The IHF proteins of Rhodobacter capsulatus and Pseudomonas aeruginosa

Abstract

The binding properties of the two IHF consensus sequences present in the promoter region of the hydrogenase structural operon, hupSL, of Rhodobacter capsulatus were studied by gel retardation assays using the heterodimeric IHF-like proteins isolated from R capsulatus, from Pseudomonas aeruginosa and from Escherichia coli. The three IHF proteins bound preferentially to the IHF consensus proximal to hupS. The three-dimensional structure of R capsulatus IHF was modeled using a computer-based amino acid replacement strategy and the known coordinates of crystallized HU protein (HBS) from Bacillus stearothermophilus.

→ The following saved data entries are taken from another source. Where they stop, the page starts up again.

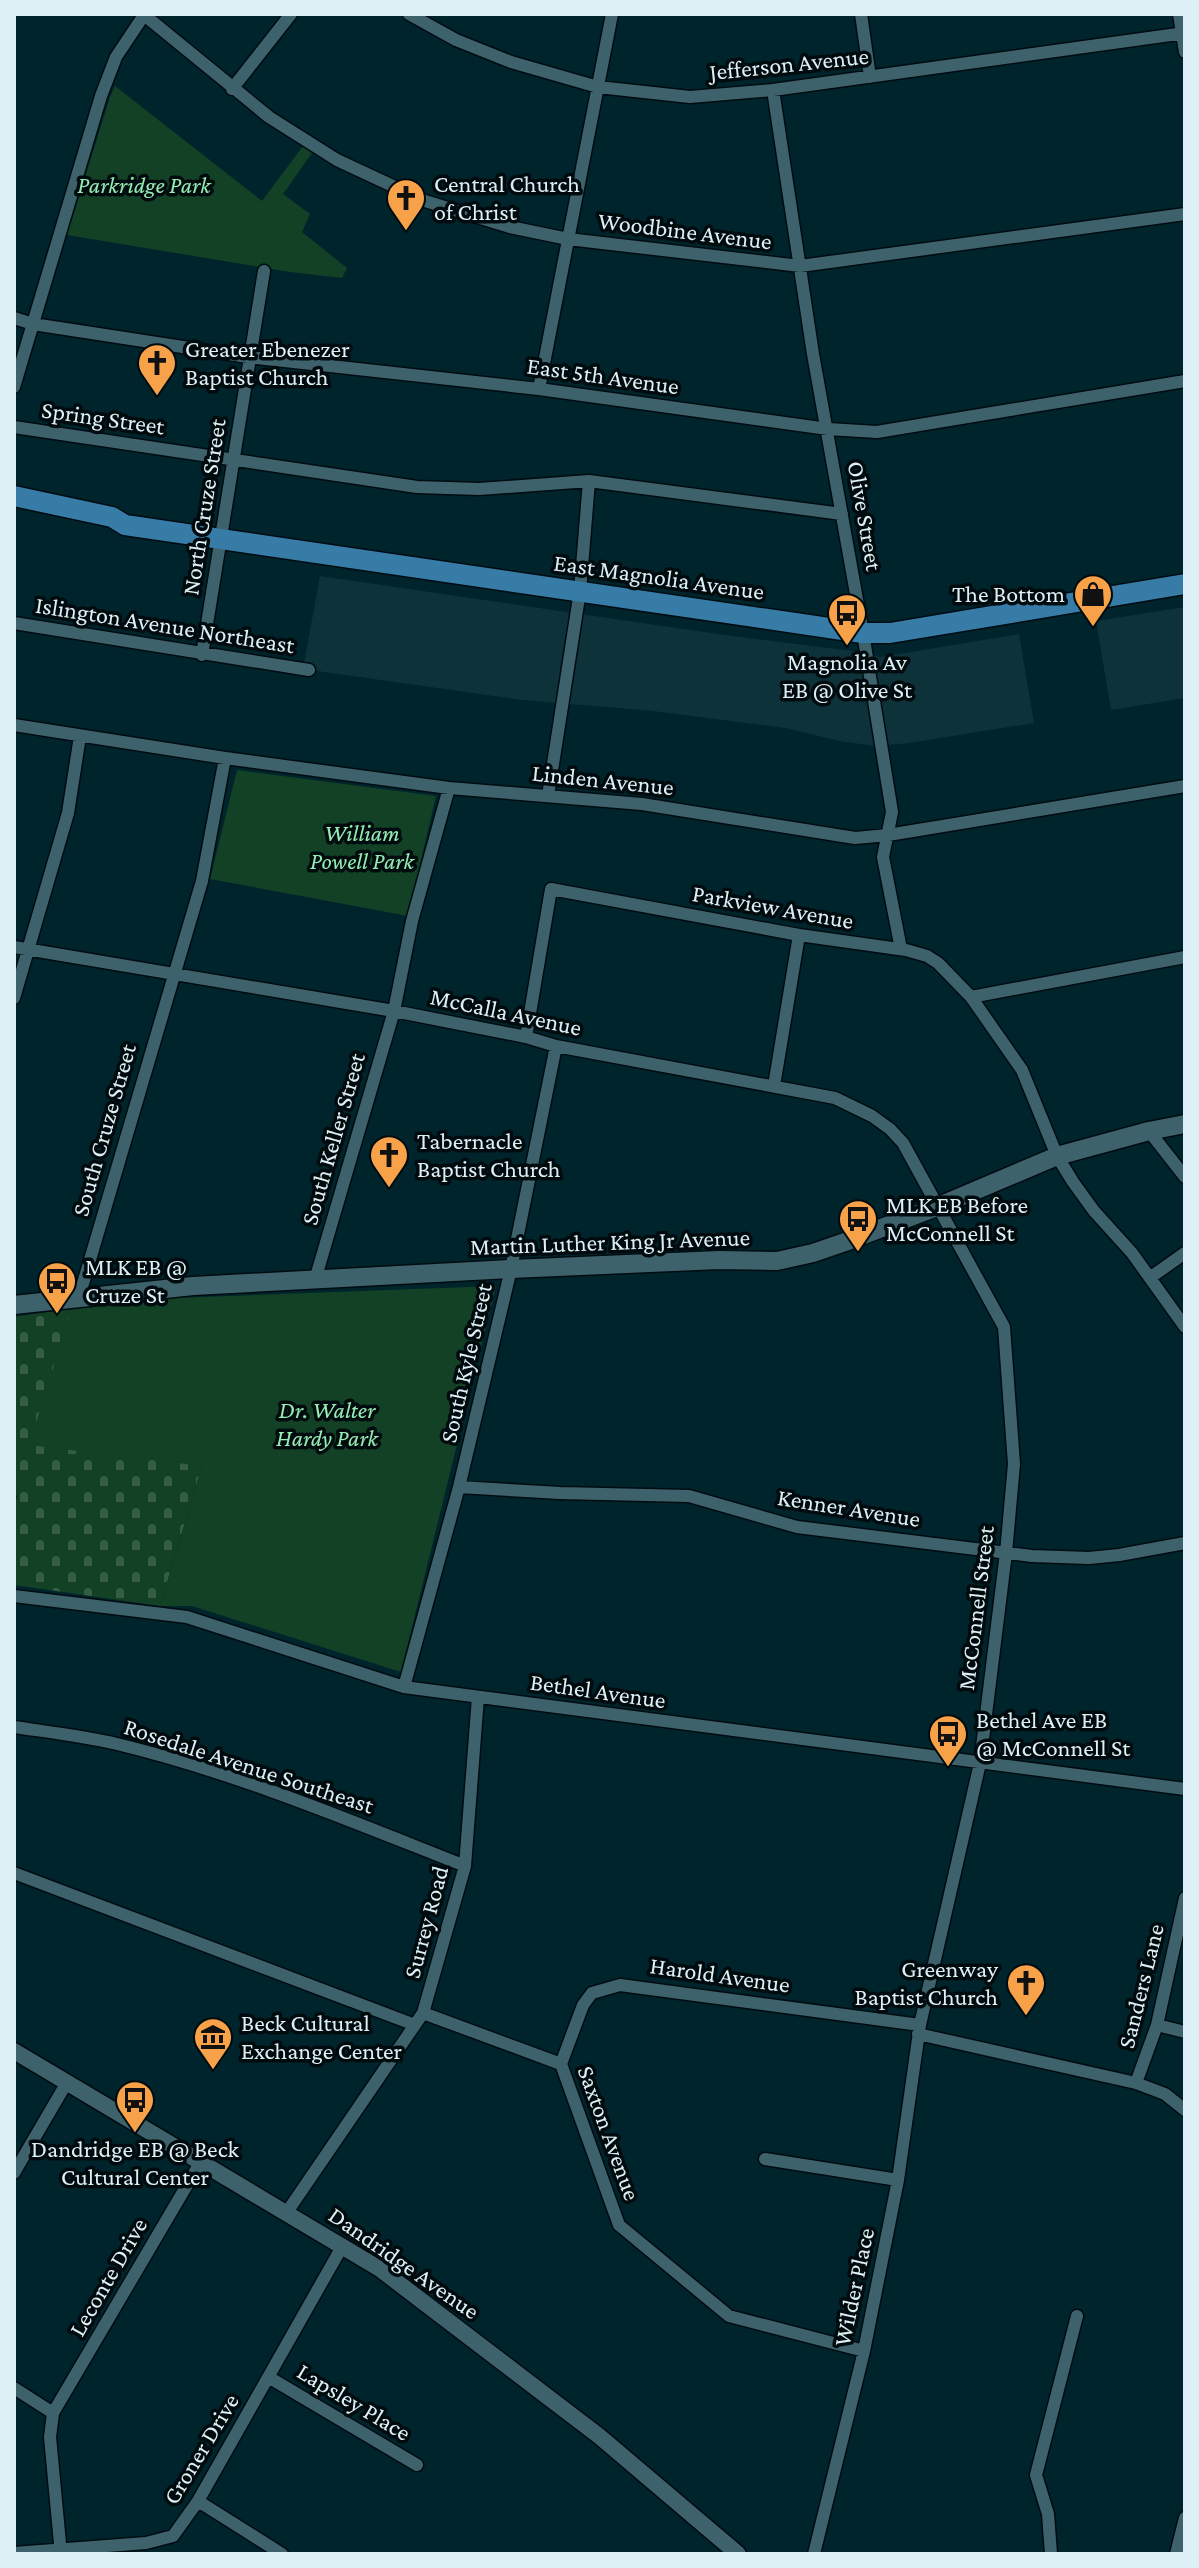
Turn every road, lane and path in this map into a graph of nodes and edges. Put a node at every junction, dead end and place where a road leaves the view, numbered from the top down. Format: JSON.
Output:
{"nodes":[{"id":1,"x":143,"y":14,"type":"edge"},
{"id":2,"x":291,"y":14,"type":"edge"},
{"id":3,"x":409,"y":14,"type":"edge"},
{"id":4,"x":612,"y":14,"type":"edge"},
{"id":5,"x":861,"y":14,"type":"edge"},
{"id":6,"x":1179,"y":14,"type":"edge"},
{"id":7,"x":1184,"y":33,"type":"edge"},
{"id":8,"x":1185,"y":52,"type":"edge"},
{"id":9,"x":870,"y":77,"type":"junction"},
{"id":10,"x":598,"y":87,"type":"junction"},
{"id":11,"x":232,"y":89,"type":"junction"},
{"id":12,"x":773,"y":90,"type":"junction"},
{"id":13,"x":1185,"y":214,"type":"edge"},
{"id":14,"x":568,"y":239,"type":"junction"},
{"id":15,"x":800,"y":266,"type":"junction"},
{"id":16,"x":264,"y":271,"type":"dead end"},
{"id":17,"x":14,"y":318,"type":"edge"},
{"id":18,"x":33,"y":324,"type":"junction"},
{"id":19,"x":248,"y":357,"type":"junction"},
{"id":20,"x":1185,"y":381,"type":"edge"},
{"id":21,"x":14,"y":387,"type":"edge"},
{"id":22,"x":539,"y":389,"type":"junction"},
{"id":23,"x":14,"y":427,"type":"edge"},
{"id":24,"x":828,"y":429,"type":"junction"},
{"id":25,"x":234,"y":460,"type":"junction"},
{"id":26,"x":589,"y":481,"type":"junction"},
{"id":27,"x":14,"y":496,"type":"edge"},
{"id":28,"x":14,"y":510,"type":"edge"},
{"id":29,"x":842,"y":514,"type":"junction"},
{"id":30,"x":125,"y":525,"type":"junction"},
{"id":31,"x":222,"y":539,"type":"junction"},
{"id":32,"x":1185,"y":584,"type":"edge"},
{"id":33,"x":580,"y":591,"type":"junction"},
{"id":34,"x":14,"y":623,"type":"edge"},
{"id":35,"x":863,"y":633,"type":"junction"},
{"id":36,"x":202,"y":655,"type":"junction"},
{"id":37,"x":309,"y":670,"type":"dead end"},
{"id":38,"x":14,"y":725,"type":"edge"},
{"id":39,"x":80,"y":736,"type":"junction"},
{"id":40,"x":225,"y":758,"type":"junction"},
{"id":41,"x":1185,"y":786,"type":"edge"},
{"id":42,"x":449,"y":788,"type":"junction"},
{"id":43,"x":548,"y":796,"type":"junction"},
{"id":44,"x":888,"y":835,"type":"junction"},
{"id":45,"x":799,"y":935,"type":"junction"},
{"id":46,"x":14,"y":947,"type":"edge"},
{"id":47,"x":901,"y":949,"type":"junction"},
{"id":48,"x":29,"y":950,"type":"junction"},
{"id":49,"x":1185,"y":957,"type":"edge"},
{"id":50,"x":172,"y":975,"type":"junction"},
{"id":51,"x":971,"y":997,"type":"junction"},
{"id":52,"x":14,"y":998,"type":"edge"},
{"id":53,"x":394,"y":1011,"type":"junction"},
{"id":54,"x":526,"y":1037,"type":"junction"},
{"id":55,"x":556,"y":1046,"type":"junction"},
{"id":56,"x":774,"y":1086,"type":"junction"},
{"id":57,"x":1185,"y":1124,"type":"edge"},
{"id":58,"x":1149,"y":1131,"type":"junction"},
{"id":59,"x":1057,"y":1156,"type":"junction"},
{"id":60,"x":1185,"y":1177,"type":"edge"},
{"id":61,"x":939,"y":1206,"type":"junction"},
{"id":62,"x":1185,"y":1253,"type":"edge"},
{"id":63,"x":511,"y":1269,"type":"junction"},
{"id":64,"x":1151,"y":1277,"type":"junction"},
{"id":65,"x":315,"y":1280,"type":"junction"},
{"id":66,"x":79,"y":1297,"type":"junction"},
{"id":67,"x":14,"y":1305,"type":"edge"},
{"id":68,"x":1185,"y":1327,"type":"edge"},
{"id":69,"x":459,"y":1487,"type":"junction"},
{"id":70,"x":1185,"y":1543,"type":"edge"},
{"id":71,"x":1006,"y":1553,"type":"junction"},
{"id":72,"x":14,"y":1596,"type":"edge"},
{"id":73,"x":404,"y":1687,"type":"junction"},
{"id":74,"x":478,"y":1697,"type":"junction"},
{"id":75,"x":14,"y":1727,"type":"edge"},
{"id":76,"x":980,"y":1763,"type":"junction"},
{"id":77,"x":1185,"y":1789,"type":"edge"},
{"id":78,"x":465,"y":1866,"type":"junction"},
{"id":79,"x":14,"y":1873,"type":"edge"},
{"id":80,"x":1184,"y":1907,"type":"edge"},
{"id":81,"x":423,"y":2013,"type":"junction"},
{"id":82,"x":415,"y":2025,"type":"junction"},
{"id":83,"x":1157,"y":2025,"type":"junction"},
{"id":84,"x":919,"y":2030,"type":"junction"},
{"id":85,"x":1185,"y":2032,"type":"edge"},
{"id":86,"x":14,"y":2051,"type":"edge"},
{"id":87,"x":561,"y":2064,"type":"junction"},
{"id":88,"x":1136,"y":2083,"type":"junction"},
{"id":89,"x":66,"y":2084,"type":"junction"},
{"id":90,"x":1185,"y":2110,"type":"edge"},
{"id":91,"x":765,"y":2159,"type":"dead end"},
{"id":92,"x":200,"y":2163,"type":"junction"},
{"id":93,"x":14,"y":2173,"type":"edge"},
{"id":94,"x":898,"y":2180,"type":"junction"},
{"id":95,"x":287,"y":2212,"type":"junction"},
{"id":96,"x":343,"y":2245,"type":"junction"},
{"id":97,"x":1077,"y":2316,"type":"dead end"},
{"id":98,"x":864,"y":2351,"type":"junction"},
{"id":99,"x":270,"y":2378,"type":"junction"},
{"id":100,"x":14,"y":2388,"type":"edge"},
{"id":101,"x":53,"y":2413,"type":"junction"},
{"id":102,"x":417,"y":2465,"type":"dead end"},
{"id":103,"x":198,"y":2501,"type":"junction"},
{"id":104,"x":1185,"y":2518,"type":"edge"},
{"id":105,"x":61,"y":2552,"type":"edge"},
{"id":106,"x":14,"y":2553,"type":"edge"},
{"id":107,"x":282,"y":2554,"type":"edge"},
{"id":108,"x":738,"y":2554,"type":"edge"},
{"id":109,"x":814,"y":2554,"type":"edge"},
{"id":110,"x":1051,"y":2554,"type":"edge"},
{"id":111,"x":1176,"y":2554,"type":"edge"}],
"edges":[{"from":1,"to":11,"type":"street","name":"Woodbine Avenue"},
{"from":1,"to":18,"type":"street"},
{"from":2,"to":11,"type":"street"},
{"from":3,"to":10,"type":"street","name":"Jefferson Avenue"},
{"from":4,"to":10,"type":"street"},
{"from":5,"to":9,"type":"street"},
{"from":6,"to":7,"type":"street"},
{"from":7,"to":8,"type":"street"},
{"from":7,"to":9,"type":"street","name":"Jefferson Avenue"},
{"from":9,"to":12,"type":"street","name":"Jefferson Avenue"},
{"from":10,"to":12,"type":"street","name":"Jefferson Avenue"},
{"from":10,"to":14,"type":"street"},
{"from":11,"to":14,"type":"street","name":"Woodbine Avenue"},
{"from":12,"to":15,"type":"street","name":"Olive Street"},
{"from":13,"to":15,"type":"street","name":"Woodbine Avenue"},
{"from":14,"to":15,"type":"street","name":"Woodbine Avenue"},
{"from":14,"to":22,"type":"street"},
{"from":15,"to":24,"type":"street","name":"Olive Street"},
{"from":16,"to":19,"type":"street","name":"North Cruze Street"},
{"from":17,"to":18,"type":"street","name":"East 5th Avenue"},
{"from":18,"to":19,"type":"street","name":"East 5th Avenue"},
{"from":18,"to":21,"type":"street"},
{"from":19,"to":22,"type":"street","name":"East 5th Avenue"},
{"from":19,"to":25,"type":"street","name":"North Cruze Street"},
{"from":20,"to":24,"type":"street","name":"East 5th Avenue"},
{"from":22,"to":24,"type":"street","name":"East 5th Avenue"},
{"from":23,"to":25,"type":"street","name":"Spring Street"},
{"from":24,"to":29,"type":"street","name":"Olive Street"},
{"from":25,"to":26,"type":"street","name":"Spring Street"},
{"from":25,"to":31,"type":"street","name":"North Cruze Street"},
{"from":26,"to":29,"type":"street","name":"Spring Street"},
{"from":26,"to":33,"type":"street"},
{"from":27,"to":30,"type":"main road","name":"East Magnolia Avenue"},
{"from":28,"to":30,"type":"main road","name":"East Magnolia Avenue"},
{"from":29,"to":35,"type":"street","name":"Olive Street"},
{"from":30,"to":31,"type":"main road","name":"East Magnolia Avenue"},
{"from":31,"to":33,"type":"main road","name":"East Magnolia Avenue"},
{"from":31,"to":36,"type":"street","name":"North Cruze Street"},
{"from":32,"to":35,"type":"main road","name":"East Magnolia Avenue"},
{"from":33,"to":35,"type":"main road","name":"East Magnolia Avenue"},
{"from":33,"to":43,"type":"street"},
{"from":34,"to":36,"type":"street","name":"Islington Avenue Northeast"},
{"from":35,"to":44,"type":"street","name":"Olive Street"},
{"from":36,"to":37,"type":"street","name":"Islington Avenue Northeast"},
{"from":38,"to":39,"type":"street","name":"Linden Avenue"},
{"from":39,"to":40,"type":"street","name":"Linden Avenue"},
{"from":39,"to":48,"type":"street"},
{"from":40,"to":42,"type":"street","name":"Linden Avenue"},
{"from":40,"to":50,"type":"street"},
{"from":41,"to":44,"type":"street","name":"Linden Avenue"},
{"from":42,"to":43,"type":"street","name":"Linden Avenue"},
{"from":42,"to":53,"type":"street","name":"South Keller Street"},
{"from":43,"to":44,"type":"street","name":"Linden Avenue"},
{"from":44,"to":47,"type":"street","name":"Olive Street"},
{"from":45,"to":47,"type":"street","name":"Parkview Avenue"},
{"from":45,"to":54,"type":"street","name":"Parkview Avenue"},
{"from":45,"to":56,"type":"street"},
{"from":46,"to":48,"type":"street","name":"McCalla Avenue"},
{"from":47,"to":51,"type":"street","name":"Parkview Avenue"},
{"from":48,"to":50,"type":"street","name":"McCalla Avenue"},
{"from":48,"to":52,"type":"street"},
{"from":49,"to":51,"type":"street"},
{"from":50,"to":53,"type":"street","name":"McCalla Avenue"},
{"from":50,"to":66,"type":"street","name":"South Cruze Street"},
{"from":51,"to":59,"type":"street","name":"Parkview Avenue"},
{"from":53,"to":54,"type":"street","name":"McCalla Avenue"},
{"from":53,"to":65,"type":"street","name":"South Keller Street"},
{"from":54,"to":55,"type":"street","name":"McCalla Avenue"},
{"from":55,"to":56,"type":"street","name":"McCalla Avenue"},
{"from":55,"to":63,"type":"street","name":"South Kyle Street"},
{"from":56,"to":61,"type":"street","name":"McCalla Avenue"},
{"from":57,"to":58,"type":"main road","name":"Martin Luther King Jr Avenue"},
{"from":58,"to":59,"type":"main road","name":"Martin Luther King Jr Avenue"},
{"from":58,"to":60,"type":"street"},
{"from":59,"to":61,"type":"main road","name":"Martin Luther King Jr Avenue"},
{"from":59,"to":64,"type":"street","name":"Parkview Avenue"},
{"from":61,"to":63,"type":"main road","name":"Martin Luther King Jr Avenue"},
{"from":61,"to":71,"type":"street","name":"McConnell Street"},
{"from":62,"to":64,"type":"street"},
{"from":63,"to":65,"type":"main road","name":"Martin Luther King Jr Avenue"},
{"from":63,"to":69,"type":"street","name":"South Kyle Street"},
{"from":64,"to":68,"type":"street","name":"Parkview Avenue"},
{"from":65,"to":66,"type":"main road","name":"Martin Luther King Jr Avenue"},
{"from":66,"to":67,"type":"main road","name":"Martin Luther King Jr Avenue"},
{"from":69,"to":71,"type":"street","name":"Kenner Avenue"},
{"from":69,"to":73,"type":"street","name":"South Kyle Street"},
{"from":70,"to":71,"type":"street","name":"Kenner Avenue"},
{"from":71,"to":76,"type":"street","name":"McConnell Street"},
{"from":72,"to":73,"type":"street","name":"Bethel Avenue"},
{"from":73,"to":74,"type":"street","name":"Bethel Avenue"},
{"from":74,"to":76,"type":"street","name":"Bethel Avenue"},
{"from":74,"to":78,"type":"street","name":"Surrey Road"},
{"from":75,"to":78,"type":"street","name":"Rosedale Avenue Southeast"},
{"from":76,"to":77,"type":"street","name":"Bethel Avenue"},
{"from":76,"to":84,"type":"street","name":"McConnell Street"},
{"from":78,"to":81,"type":"street","name":"Surrey Road"},
{"from":79,"to":82,"type":"street"},
{"from":80,"to":83,"type":"street","name":"Sanders Lane"},
{"from":81,"to":82,"type":"street","name":"Surrey Road"},
{"from":81,"to":87,"type":"street","name":"Saxton Avenue"},
{"from":82,"to":95,"type":"street","name":"Surrey Road"},
{"from":83,"to":85,"type":"street"},
{"from":83,"to":88,"type":"street","name":"Sanders Lane"},
{"from":84,"to":87,"type":"street","name":"Harold Avenue"},
{"from":84,"to":88,"type":"street","name":"Harold Avenue"},
{"from":84,"to":94,"type":"street","name":"Wilder Place"},
{"from":86,"to":89,"type":"street","name":"Dandridge Avenue"},
{"from":87,"to":98,"type":"street","name":"Saxton Avenue"},
{"from":88,"to":90,"type":"street","name":"Harold Avenue"},
{"from":89,"to":92,"type":"street","name":"Dandridge Avenue"},
{"from":89,"to":93,"type":"street"},
{"from":91,"to":94,"type":"street"},
{"from":92,"to":95,"type":"street","name":"Dandridge Avenue"},
{"from":92,"to":101,"type":"street","name":"Leconte Drive"},
{"from":94,"to":98,"type":"street","name":"Wilder Place"},
{"from":95,"to":96,"type":"street","name":"Dandridge Avenue"},
{"from":96,"to":99,"type":"street","name":"Groner Drive"},
{"from":96,"to":108,"type":"street","name":"Dandridge Avenue"},
{"from":97,"to":110,"type":"street"},
{"from":98,"to":109,"type":"street","name":"Wilder Place"},
{"from":99,"to":102,"type":"street","name":"Lapsley Place"},
{"from":99,"to":103,"type":"street","name":"Groner Drive"},
{"from":100,"to":101,"type":"street"},
{"from":101,"to":105,"type":"street"},
{"from":103,"to":105,"type":"street","name":"Groner Drive"},
{"from":103,"to":107,"type":"street"},
{"from":104,"to":111,"type":"street"},
{"from":105,"to":106,"type":"street","name":"Groner Drive"}]}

Double-stranded DNA and the interaction of IHF and DNA were then modeled using the molecular modeling package Quanta 3.3, and taking into account foot-printing data obtained with IHF-DNA complexes and the fact that the replacement of Arg8 by Cys8 in the α subunit, the product of himA, renders R capsulatus IHF ineffective in the activation of hydrogenase synthesis. In this model, IHF is shown to interact with DNA bent by 140°, and Arg8 of HimA capable of interacting with the phosphate-ribose backbone of DNA in the flanking region of the IHF binding site.